Vasopressin Can Increase Coronary Perfusion Pressure during Human Cardiopulmonary Resuscitation

ArticleinAcademic Emergency Medicine 4(9):878-83 · October 1997with5 Reads
Impact Factor: 2.01 · DOI: 10.1111/j.1553-2712.1997.tb03813.x · Source: PubMed


    To determine the hemodynamic effect of vasopressin on coronary perfusion pressure (CPP) in prolonged human cardiac arrest.
    A prospective, open-label clinical trial of vasopressin during cardiac resuscitation was performed. Ten patients presenting in cardiac arrest initially received resuscitative measures by emergency physicians according to Advanced Cardiac Life Support (ACLS) guidelines. A central venous catheter for fluid and drug administration and a femoral artery catheter for measurement of CPP (aortic minus right atrial relaxation phase pressures) were placed. When each patient was deemed nonsalvageable, 1.0 mg epinephrine was given and CPP was measured for 5 minutes, followed by a dose of vasopressin (1.0 U/kg). CPP measurements were continued for another 5 minutes.

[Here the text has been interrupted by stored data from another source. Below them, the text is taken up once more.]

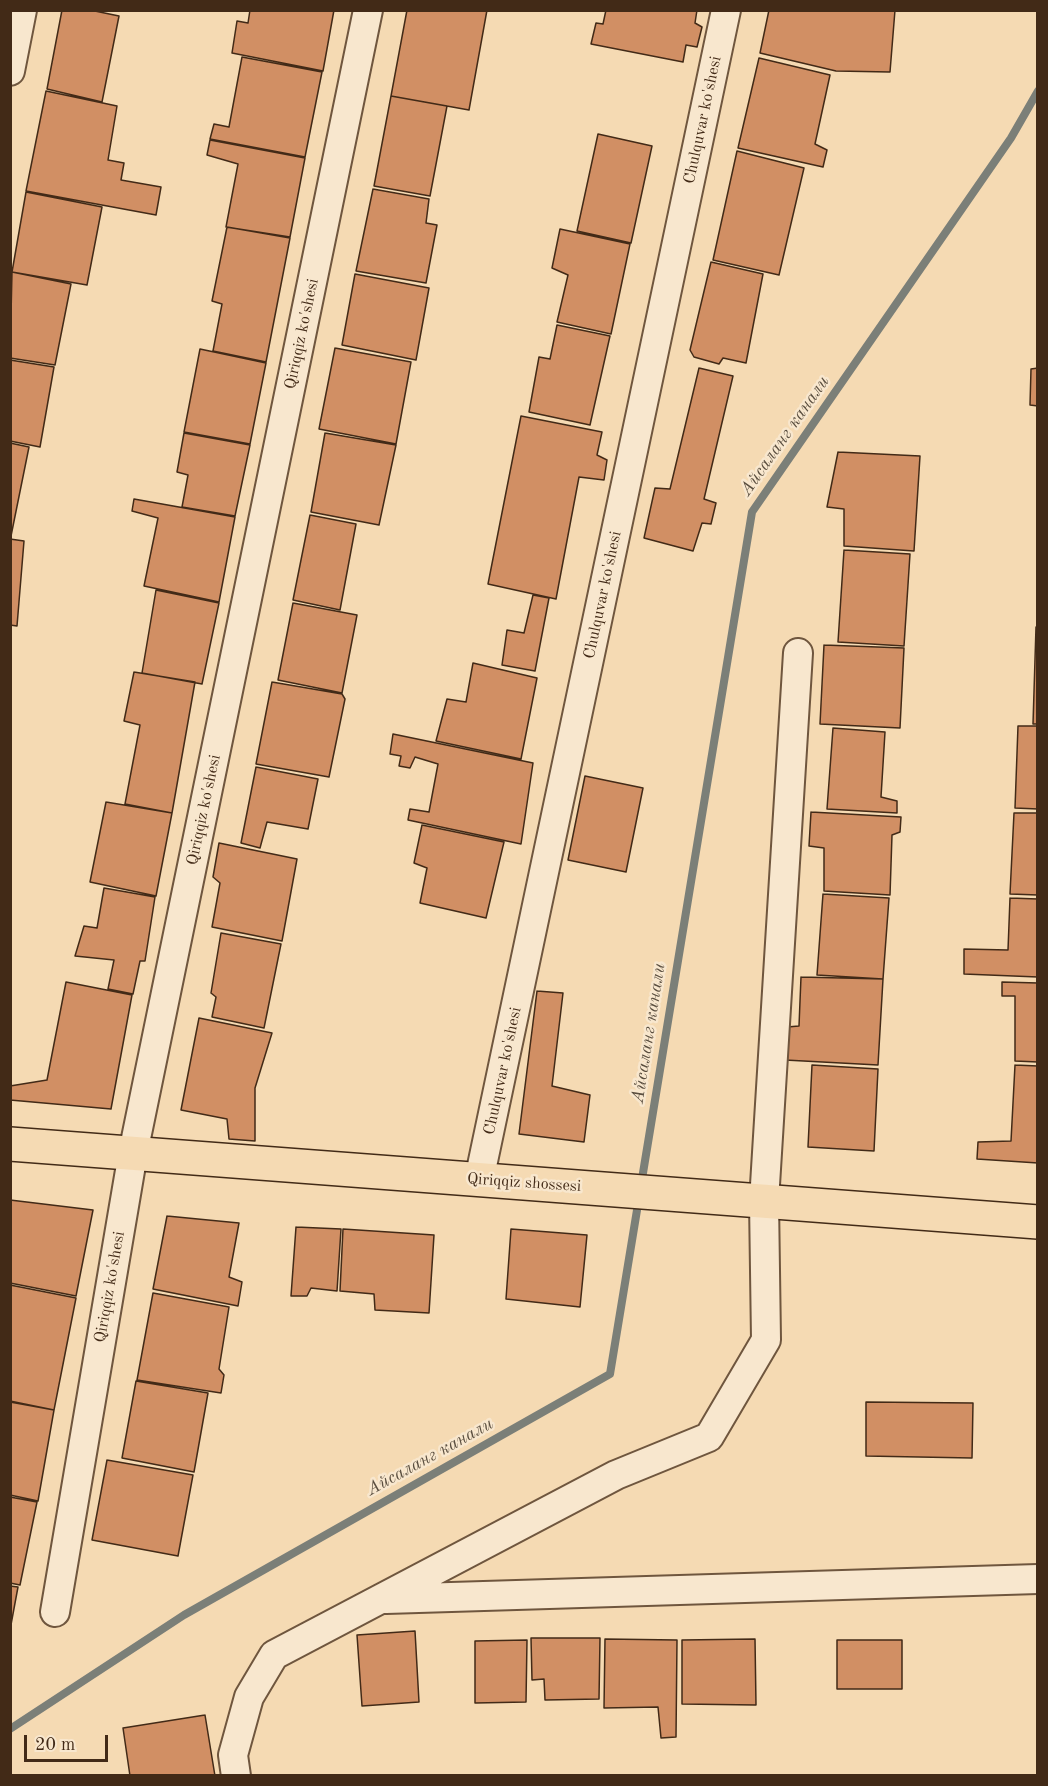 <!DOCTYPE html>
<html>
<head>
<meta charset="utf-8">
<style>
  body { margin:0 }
  #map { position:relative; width:1048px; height:1786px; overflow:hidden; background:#f5dab3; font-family:"Old Standard TT",serif }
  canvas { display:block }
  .frame { position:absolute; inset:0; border:12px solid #422a17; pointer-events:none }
  .scale { position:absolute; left:24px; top:1735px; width:84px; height:27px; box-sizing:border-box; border:3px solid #422a17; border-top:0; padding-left:8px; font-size:18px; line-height:21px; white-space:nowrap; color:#422a17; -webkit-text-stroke:4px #f8e7ce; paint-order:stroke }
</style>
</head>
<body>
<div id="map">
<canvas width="1048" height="1786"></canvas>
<div class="frame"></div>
<div class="scale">20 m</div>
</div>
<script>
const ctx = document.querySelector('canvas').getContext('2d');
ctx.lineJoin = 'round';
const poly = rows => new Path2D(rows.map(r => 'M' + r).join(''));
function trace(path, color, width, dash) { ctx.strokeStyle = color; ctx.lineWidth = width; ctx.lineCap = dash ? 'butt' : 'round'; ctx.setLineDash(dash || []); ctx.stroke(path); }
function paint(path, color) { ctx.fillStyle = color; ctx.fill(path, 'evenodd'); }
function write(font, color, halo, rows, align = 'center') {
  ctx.font = font + ' "Old Standard TT",serif'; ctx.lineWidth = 5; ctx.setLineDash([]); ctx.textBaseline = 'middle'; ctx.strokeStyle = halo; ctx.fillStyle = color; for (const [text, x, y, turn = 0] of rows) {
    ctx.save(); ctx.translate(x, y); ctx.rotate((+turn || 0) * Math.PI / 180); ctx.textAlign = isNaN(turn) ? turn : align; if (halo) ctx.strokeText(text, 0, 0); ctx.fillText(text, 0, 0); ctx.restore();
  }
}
trace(poly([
  [641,1185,752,512,1011,138,1038,91],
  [10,1729,184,1615,610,1374,639,1198]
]), '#7b7f78', 8);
const building = poly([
  [62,10,90,10,119,16,102,102,47,89,62,10],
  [250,10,334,10,323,71,232,53,237,21,248,23,250,10],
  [407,10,487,10,469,110,391,96,407,10],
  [606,10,697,10,695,23,702,27,697,47,686,45,683,62,591,44,596,23,603,24,606,10],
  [769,10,895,10,890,72,836,71,760,53,769,10],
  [242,57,322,72,305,157,210,139,214,124,229,127,242,57],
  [759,58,830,75,815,144,827,150,823,167,738,148,759,58],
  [46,91,117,106,108,160,124,163,121,180,161,187,156,215,26,191,46,91],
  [391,96,447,106,430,196,374,186,391,96],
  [598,134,652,146,631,243,577,231,598,134],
  [210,140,305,158,290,237,226,227,238,164,207,155,210,140],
  [737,151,804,168,779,275,713,260,737,151],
  [373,189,429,199,426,223,437,225,426,283,356,271,373,189],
  [26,192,102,207,87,285,12,272,26,192],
  [227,227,290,238,266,362,213,351,222,304,212,301,227,227],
  [560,229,630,244,611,334,557,322,568,275,552,268,560,229],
  [711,262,763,274,746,363,723,358,719,364,694,357,690,350,711,262],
  [12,272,71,284,55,365,10,358,12,272],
  [355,274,429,288,416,360,342,345,355,274],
  [557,325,610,336,590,425,529,412,539,357,550,359,557,325],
  [335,348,411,362,396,444,319,429,335,348],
  [200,349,266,363,250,444,184,432,200,349],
  [10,360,54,367,40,447,10,441,10,360],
  [699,368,733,376,704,499,716,503,711,524,702,523,693,551,644,538,655,488,670,489,699,368],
  [1038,368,1038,406,1030,405,1031,369,1038,368],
  [521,416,602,432,597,455,607,460,604,480,579,477,556,599,488,584,521,416],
  [184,433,250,445,235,516,182,507,188,475,177,472,184,433],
  [325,433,396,445,379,525,311,512,325,433],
  [10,443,29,447,11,536,10,536,10,443],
  [838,452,920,456,914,551,844,546,844,509,827,507,838,452],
  [134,499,235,517,219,602,144,586,158,518,132,511,134,499],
  [310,515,356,524,340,610,293,600,310,515],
  [10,539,24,541,17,626,10,625,10,539],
  [844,550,910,554,904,646,838,642,844,550],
  [156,590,219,603,202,684,142,673,156,590],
  [533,595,549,598,535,671,502,665,507,630,524,633,533,595],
  [293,603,357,615,342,693,278,680,293,603],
  [1036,627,1038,627,1038,724,1033,724,1036,627],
  [824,645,904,648,900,728,820,724,824,645],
  [473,663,537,678,521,759,436,741,447,699,466,702,473,663],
  [134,672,195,682,172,813,125,804,140,725,124,721,134,672],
  [272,682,342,694,345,699,329,777,256,764,272,682],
  [1018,726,1038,726,1038,809,1015,808,1018,726],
  [833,728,885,732,881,797,897,801,897,813,827,809,833,728],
  [393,734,533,763,521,844,408,820,410,809,429,812,438,764,415,757,410,768,399,766,401,756,390,754,393,734],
  [256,767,318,779,308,829,267,822,260,848,241,843,256,767],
  [585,776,643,788,626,872,568,860,585,776],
  [106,802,172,813,156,896,90,882,106,802],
  [811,812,901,817,900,832,892,835,890,895,824,891,824,848,809,846,811,812],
  [1014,813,1038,813,1038,895,1010,894,1014,813],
  [422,825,504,842,486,918,420,903,427,868,414,863,422,825],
  [219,843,297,859,282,941,212,927,220,883,213,877,219,843],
  [104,888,155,897,145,961,140,961,133,994,108,989,114,960,75,956,84,926,97,928,104,888],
  [823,894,889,898,883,979,817,975,823,894],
  [1010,898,1038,899,1038,977,964,974,964,949,1008,950,1010,898],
  [221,933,281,944,264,1028,212,1017,216,997,211,993,221,933],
  [801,977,883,979,878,1065,785,1060,787,1027,799,1026,801,977],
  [66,982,132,995,111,1109,10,1100,10,1086,47,1080,66,982],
  [1002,982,1038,983,1038,1062,1015,1061,1015,996,1002,996,1002,982],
  [537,991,563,993,552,1086,590,1095,584,1142,519,1134,537,991],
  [199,1018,272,1033,255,1088,255,1141,229,1139,227,1119,181,1110,199,1018],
  [812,1065,878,1069,874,1151,808,1147,812,1065],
  [1015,1065,1038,1066,1038,1163,977,1159,978,1142,1011,1141,1015,1065],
  [10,1200,93,1210,76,1296,10,1283,10,1200],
  [167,1216,239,1223,229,1277,242,1282,238,1306,153,1289,167,1216],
  [296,1227,341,1229,337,1291,311,1288,307,1296,291,1296,296,1227],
  [343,1229,434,1235,429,1313,375,1310,374,1294,340,1291,343,1229],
  [511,1229,587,1235,580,1307,506,1299,511,1229],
  [10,1285,76,1298,54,1410,10,1401,10,1285],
  [153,1293,229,1307,219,1369,224,1375,221,1393,137,1380,153,1293],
  [136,1381,208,1393,194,1472,122,1458,136,1381],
  [10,1402,54,1410,38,1501,10,1495,10,1402],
  [866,1402,973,1403,972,1458,866,1456,866,1402],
  [107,1460,193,1475,178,1556,92,1540,107,1460],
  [10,1497,37,1502,20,1585,10,1583,10,1497],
  [10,1586,18,1587,10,1630,10,1586],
  [415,1631,419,1702,362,1706,357,1635,415,1631],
  [531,1638,600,1638,599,1699,545,1700,544,1679,532,1680,531,1638],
  [605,1639,677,1640,676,1737,661,1738,658,1707,604,1708,605,1639],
  [755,1639,756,1705,682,1704,682,1640,755,1639],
  [527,1640,526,1702,475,1703,475,1641,527,1640],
  [837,1640,902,1640,902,1689,837,1689,837,1640],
  [205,1715,215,1776,130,1776,123,1728,205,1715]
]);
paint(building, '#d18f64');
trace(building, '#422a17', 1.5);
const minor = poly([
  [10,71,22,10],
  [479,1180,726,10],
  [386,1599,1038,1579],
  [55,1612,133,1153,368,10],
  [236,1776,233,1755,249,1697,274,1655,616,1475,709,1437,766,1340,764,1201,798,653]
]);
const major = poly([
  [10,1144,1038,1222]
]);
trace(minor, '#6f563e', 32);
trace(major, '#422a17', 36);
trace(minor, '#f8e7ce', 28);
trace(major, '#f5dab3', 33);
write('16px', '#422a17', '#f8e7ce', [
  ["Chulquvar ko'shesi",703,120,-78],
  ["Qiriqqiz ko'shesi",302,334,-78],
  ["Chulquvar ko'shesi",603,595,-78],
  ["Qiriqqiz ko'shesi",204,810,-78],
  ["Chulquvar ko'shesi",503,1071,-78],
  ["Qiriqqiz shossesi",524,1183,4],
  ["Qiriqqiz ko'shesi",110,1287,-80]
]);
write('italic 18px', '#5a4e3f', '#f8e7ce', [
  ["Айсаланг канали",785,436,-55],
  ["Айсаланг канали",649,1033,-81],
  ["Айсаланг канали",430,1457,-29]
]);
</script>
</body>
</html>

    The mean duration of cardiac arrest (out-of-hospital interval plus duration of ED ACLS) was 39.6 +/- 16.5 min. There was no improvement in CPP after 1.0 mg of epinephrine. Vasopressin administration resulted in a significant increase of CPP in 4 of the 10 patients. Patients responding to vasopressin had a mean increase in CPP of 28.2 +/- 16.4 mm Hg (range: 10-51.5), with these peak increases occurring at 15 seconds to 4 minutes after administration. The increases in the vasopressin levels after administration did not differ between the responders and nonresponders.
    In this human model of prolonged cardiac arrest, 40% of the patients receiving vasopressin had a significant increase in CPP. This pilot study suggests that investigation of earlier use of vasopressin as a therapeutic alternative in the treatment of cardiac arrest is warranted.